#### Supplied records

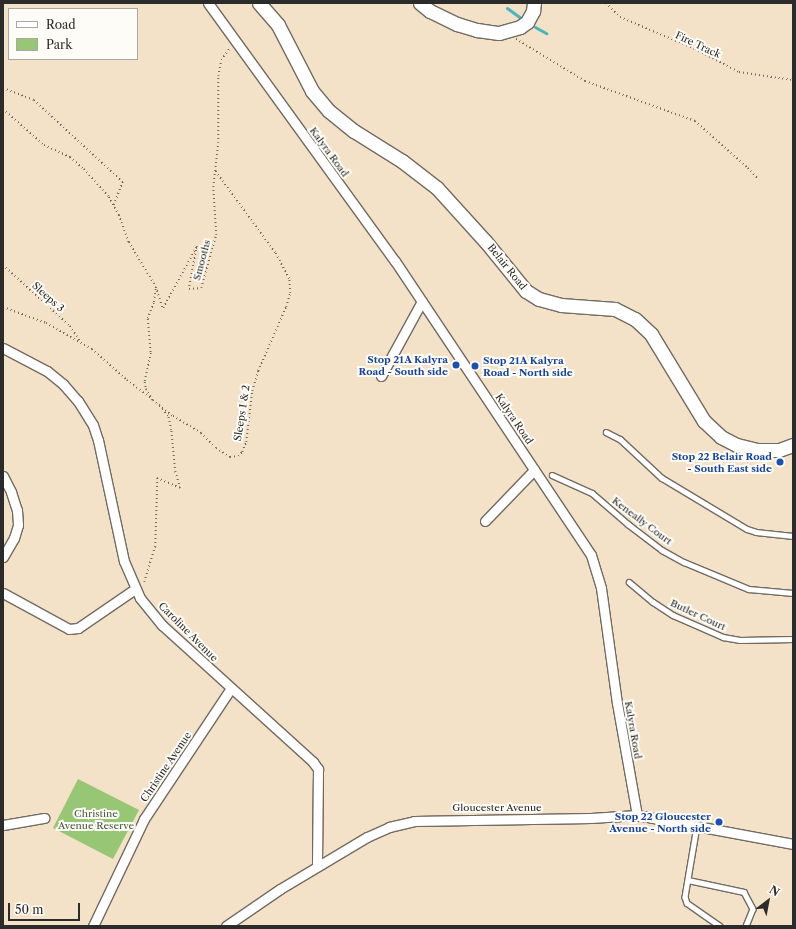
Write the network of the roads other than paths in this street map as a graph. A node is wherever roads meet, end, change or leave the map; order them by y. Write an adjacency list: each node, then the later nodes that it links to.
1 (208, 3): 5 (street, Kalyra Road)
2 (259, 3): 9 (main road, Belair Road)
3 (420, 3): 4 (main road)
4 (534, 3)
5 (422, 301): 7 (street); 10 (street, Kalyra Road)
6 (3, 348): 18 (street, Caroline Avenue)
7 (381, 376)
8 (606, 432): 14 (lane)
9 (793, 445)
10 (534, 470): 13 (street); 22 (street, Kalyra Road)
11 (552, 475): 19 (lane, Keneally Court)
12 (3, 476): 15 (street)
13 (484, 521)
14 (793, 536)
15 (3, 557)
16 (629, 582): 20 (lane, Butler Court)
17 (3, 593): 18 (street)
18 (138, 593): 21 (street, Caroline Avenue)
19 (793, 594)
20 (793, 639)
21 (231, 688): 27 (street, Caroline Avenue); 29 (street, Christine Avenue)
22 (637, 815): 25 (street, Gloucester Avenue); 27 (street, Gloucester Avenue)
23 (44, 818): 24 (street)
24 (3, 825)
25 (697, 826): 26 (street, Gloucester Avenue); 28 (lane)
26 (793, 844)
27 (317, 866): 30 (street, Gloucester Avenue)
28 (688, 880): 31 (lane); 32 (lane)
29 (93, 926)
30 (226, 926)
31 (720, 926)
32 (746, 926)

########

- Try it: When you repeat the lines above, keep them exact and leave out each image they contain.

- Output:
Write the network of the roads other than paths in this street map as a graph. A node is wherever roads meet, end, change or leave the map; order them by y. Write an adjacency list: each node, then the later nodes that it links to.
1 (208, 3): 5 (street, Kalyra Road)
2 (259, 3): 9 (main road, Belair Road)
3 (420, 3): 4 (main road)
4 (534, 3)
5 (422, 301): 7 (street); 10 (street, Kalyra Road)
6 (3, 348): 18 (street, Caroline Avenue)
7 (381, 376)
8 (606, 432): 14 (lane)
9 (793, 445)
10 (534, 470): 13 (street); 22 (street, Kalyra Road)
11 (552, 475): 19 (lane, Keneally Court)
12 (3, 476): 15 (street)
13 (484, 521)
14 (793, 536)
15 (3, 557)
16 (629, 582): 20 (lane, Butler Court)
17 (3, 593): 18 (street)
18 (138, 593): 21 (street, Caroline Avenue)
19 (793, 594)
20 (793, 639)
21 (231, 688): 27 (street, Caroline Avenue); 29 (street, Christine Avenue)
22 (637, 815): 25 (street, Gloucester Avenue); 27 (street, Gloucester Avenue)
23 (44, 818): 24 (street)
24 (3, 825)
25 (697, 826): 26 (street, Gloucester Avenue); 28 (lane)
26 (793, 844)
27 (317, 866): 30 (street, Gloucester Avenue)
28 (688, 880): 31 (lane); 32 (lane)
29 (93, 926)
30 (226, 926)
31 (720, 926)
32 (746, 926)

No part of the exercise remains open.